CGAR Girl got CGARMAN how cool is that?


----------



## CGAR Girl-cl (Apr 11, 2008)

tobacmon said:


> CGAR Girl got CGARMAN how cool is that?


I sneaky attacked him


----------



## jitzy (Jan 7, 2007)

that is an awesome hit right there. Sondra whats the story with the escogidos when are they comming out and whats the blend on those?


----------



## tmoney (Mar 14, 2008)

very nice hit cgar girl


----------



## Webmeister (Jun 12, 2007)

Sondra packs a puch with those drive-by's. Nice hit girl!


----------



## Fatmandu (Mar 18, 2008)

Yessir, she packs a helluva whoop'n!!!!!!!!!


----------



## Itsme-Speedy-G (Aug 20, 2007)

That is her second hand to hand victim.

MAybe Sondra should change her name to CigarNinja......Throwing stars or Throwing cigars????

Is that a sword in her pocket?????


----------



## CGAR Girl-cl (Apr 11, 2008)

Itsme-Speedy-G said:


> That is her second hand to hand victim.
> 
> MAybe Sondra should change her name to CigarNinja......Throwing stars or Throwing cigars????
> 
> Is that a sword in her pocket?????


2nd? there's some silent ones out there that havent told  Embarassed cause of da skillz!
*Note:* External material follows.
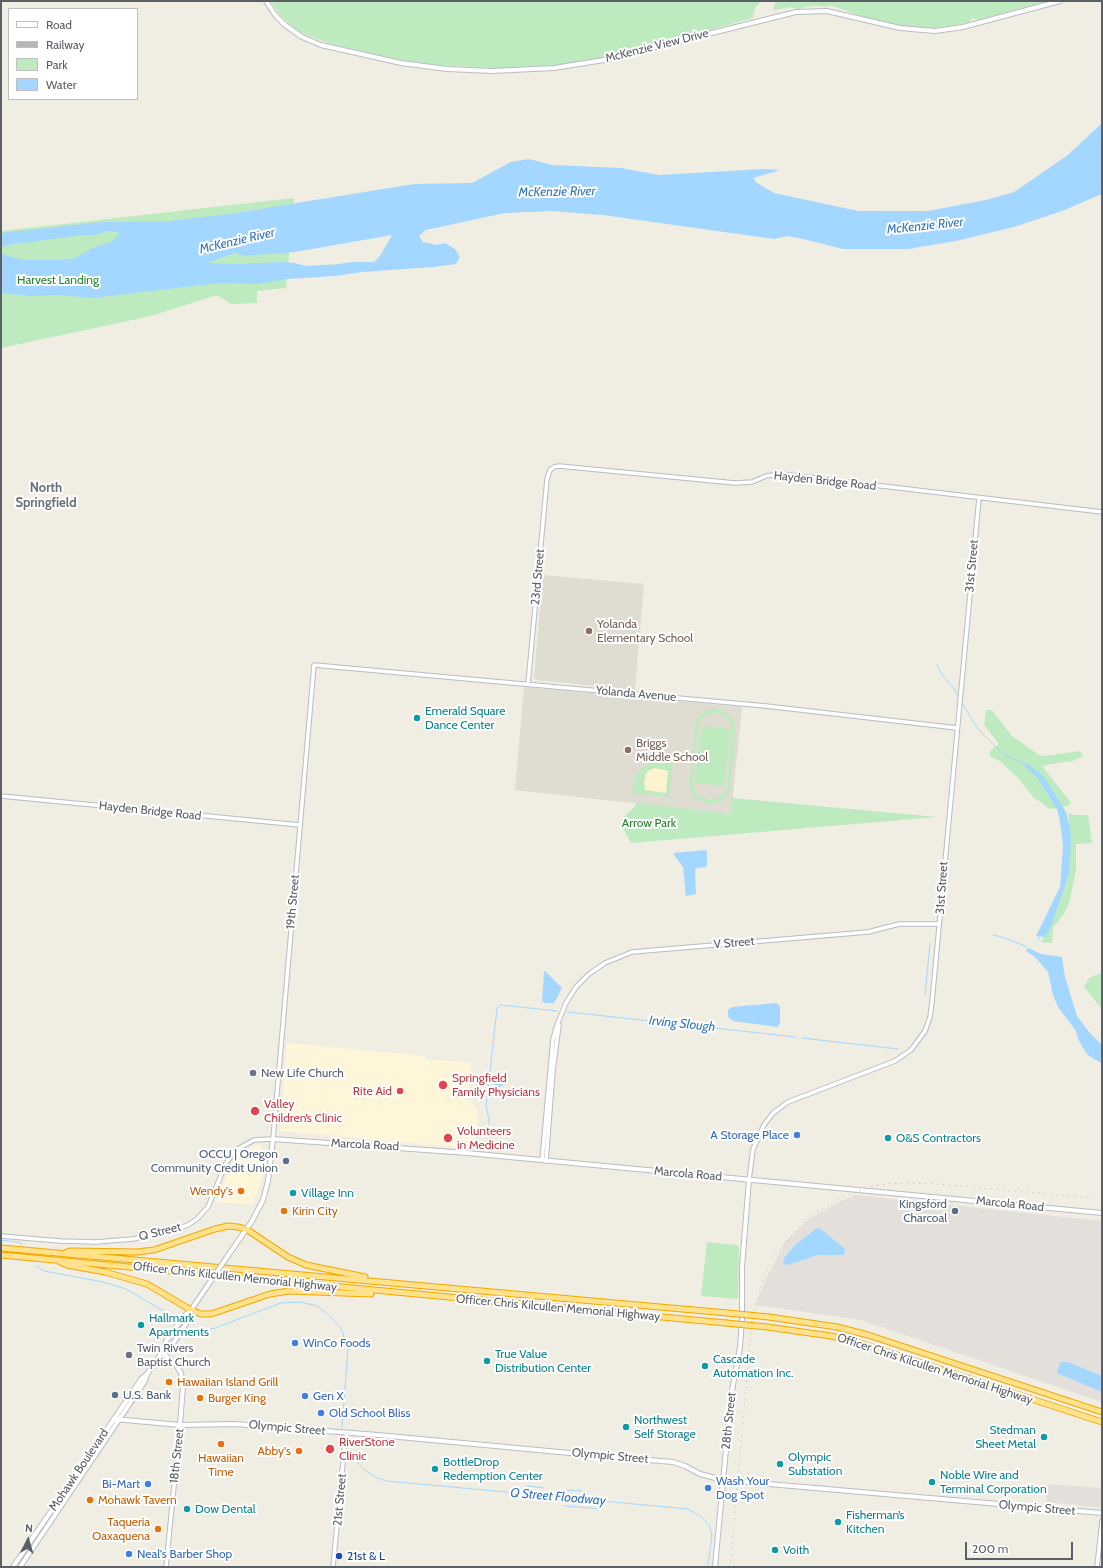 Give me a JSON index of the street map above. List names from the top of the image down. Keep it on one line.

I dont need the post man to delivery my dirty work!! I look ya in the eye and watch the destruction. LOL

Speaking of which ----- It's road time next week. Not saying where or when, but trust me... any of you in my path will know!!!


----------



## DOZER (Sep 30, 2007)

Nice hit!!


----------



## CGAR Girl-cl (Apr 11, 2008)

jitzy said:


> that is an awesome hit right there. Sondra whats the story with the escogidos when are they comming out and whats the blend on those?
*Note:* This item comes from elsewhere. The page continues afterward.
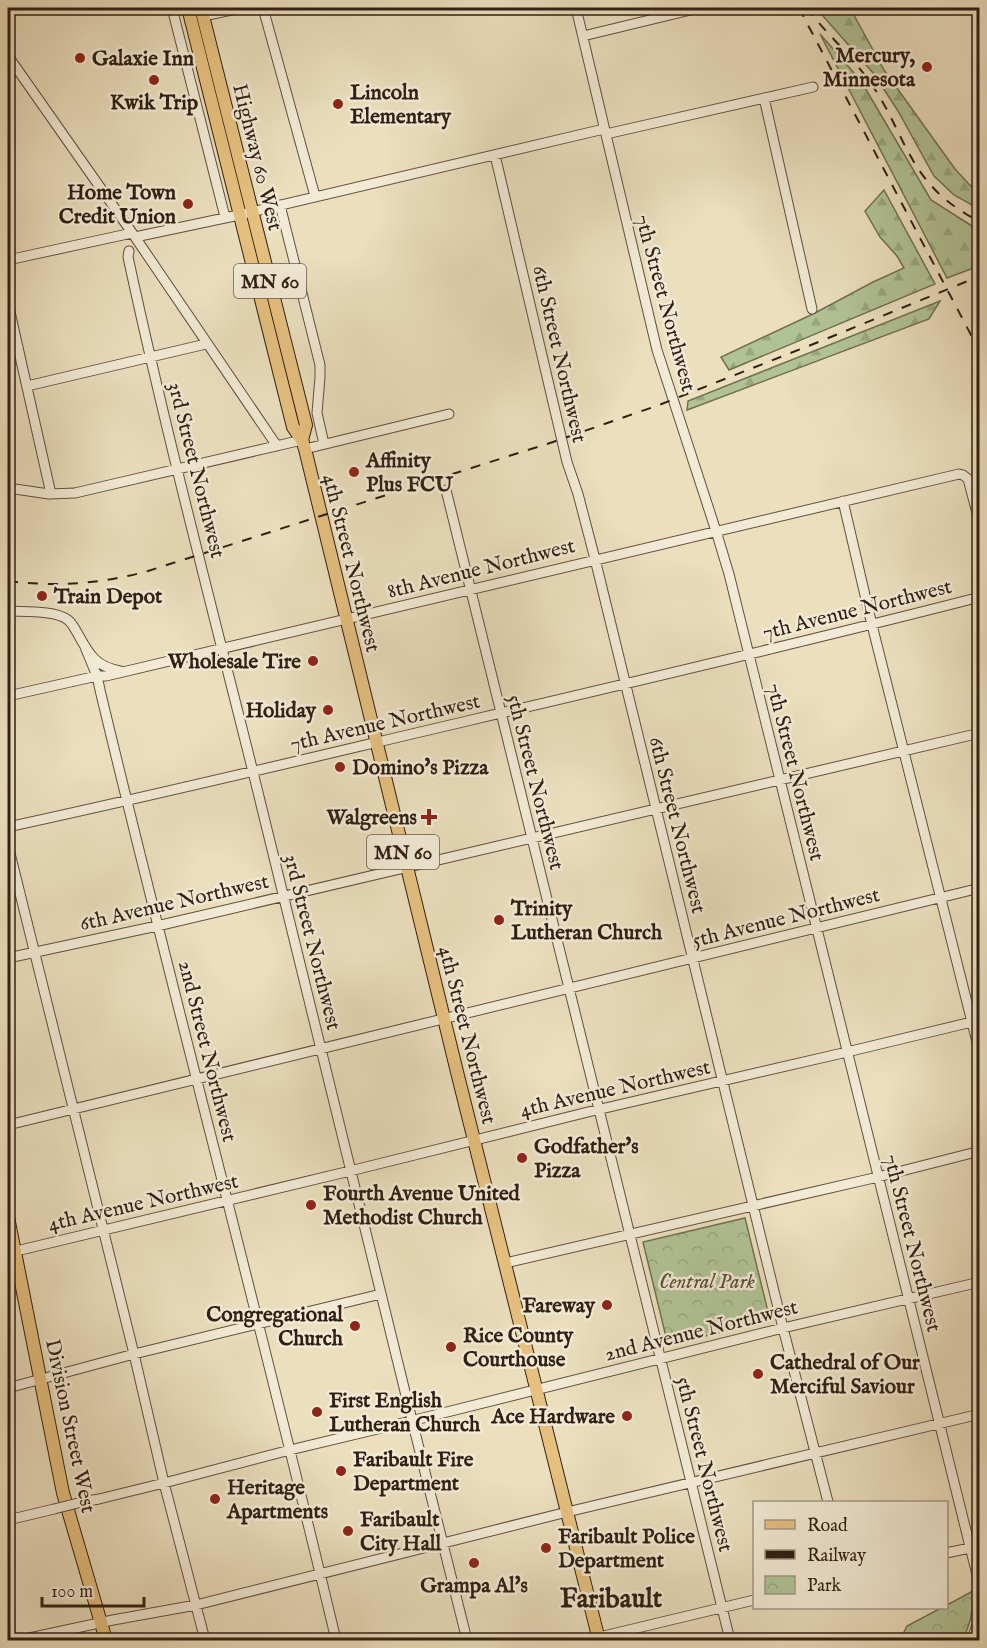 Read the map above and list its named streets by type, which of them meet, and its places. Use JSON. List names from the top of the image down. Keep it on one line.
{"streets":{"main road":["Highway 60 West","MN 60","4th Street Northwest","Division Street West"],"street":["7th Street Northwest","6th Street Northwest","3rd Street Northwest","8th Avenue Northwest","7th Avenue Northwest","5th Street Northwest","6th Avenue Northwest","5th Avenue Northwest","2nd Street Northwest","4th Avenue Northwest","2nd Avenue Northwest"]},"crossings":[["Highway 60 West","4th Street Northwest"],["7th Street Northwest","8th Avenue Northwest"],["7th Street Northwest","7th Avenue Northwest"],["7th Street Northwest","6th Avenue Northwest"],["7th Street Northwest","5th Avenue Northwest"],["7th Street Northwest","4th Avenue Northwest"],["7th Street Northwest","2nd Avenue Northwest"],["6th Street Northwest","8th Avenue Northwest"],["6th Street Northwest","7th Avenue Northwest"],["6th Street Northwest","6th Avenue Northwest"],["6th Street Northwest","5th Avenue Northwest"],["6th Street Northwest","4th Avenue Northwest"],["6th Street Northwest","2nd Avenue Northwest"],["3rd Street Northwest","8th Avenue Northwest"],["3rd Street Northwest","7th Avenue Northwest"],["3rd Street Northwest","6th Avenue Northwest"],["3rd Street Northwest","5th Avenue Northwest"],["3rd Street Northwest","4th Avenue Northwest"],["3rd Street Northwest","2nd Avenue Northwest"],["4th Street Northwest","8th Avenue Northwest"],["4th Street Northwest","7th Avenue Northwest"],["4th Street Northwest","6th Avenue Northwest"],["4th Street Northwest","5th Avenue Northwest"],["4th Street Northwest","4th Avenue Northwest"],["4th Street Northwest","2nd Avenue Northwest"],["8th Avenue Northwest","5th Street Northwest"],["8th Avenue Northwest","2nd Street Northwest"],["7th Avenue Northwest","5th Street Northwest"],["7th Avenue Northwest","2nd Street Northwest"],["5th Street Northwest","6th Avenue Northwest"],["5th Street Northwest","5th Avenue Northwest"],["5th Street Northwest","4th Avenue Northwest"],["5th Street Northwest","2nd Avenue Northwest"],["6th Avenue Northwest","2nd Street Northwest"],["5th Avenue Northwest","2nd Street Northwest"],["2nd Street Northwest","4th Avenue Northwest"],["2nd Street Northwest","2nd Avenue Northwest"],["4th Avenue Northwest","Division Street West"]],"districts":["Faribault"],"parks":["Central Park"],"places":{"other":["Galaxie Inn","Mercury, Minnesota","Kwik Trip","Lincoln Elementary","Home Town Credit Union","Affinity Plus FCU","Train Depot","Wholesale Tire","Holiday","Domino's Pizza","Trinity Lutheran Church","Godfather's Pizza","Fourth Avenue United Methodist Church","Fareway","Congregational Church","Rice County Courthouse","Cathedral of Our Merciful Saviour","First English Lutheran Church","Ace Hardware","Faribault Fire Department","Heritage Apartments","Faribault City Hall","Faribault Police Department","Grampa Al's"],"health":["Walgreens"]},"legend":["Road","Railway","Park"],"scale_bar":"100 m"}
They aren't coming out! :biggrin: It's a cigar that we treat people with when they travel to the DR and visit our factory. And it's what we have been making people happy with during our events here in the state. If you get to attend one of them, we do some great specials..one is if you buy a box you get a 'healthy amount' of the Esocgidos. They are super smokes!! A 12 year aged wrapper that just melts...and a smell that makes you want to eat the thing. Perhaps the Bomb Bunny will find it in her heart to begin strifing folks with them... wait -- it's already begun......


----------



## Itsme-Speedy-G (Aug 20, 2007)

sondra I apologize, I only recall two victims of your wicked cigar whippings. I know u bombed yourself, does that count as three?

I have no doubt you have handed out your fair share of spankings


----------



## howland1998 (Dec 17, 2007)

Nice Shmaaakin!!!


----------



## slimm-cl (Apr 7, 2008)

Great smack!!!!


----------



## LkyLindy (Feb 1, 2008)

Sondra puts her ash on the line and comes thru--Sweet


----------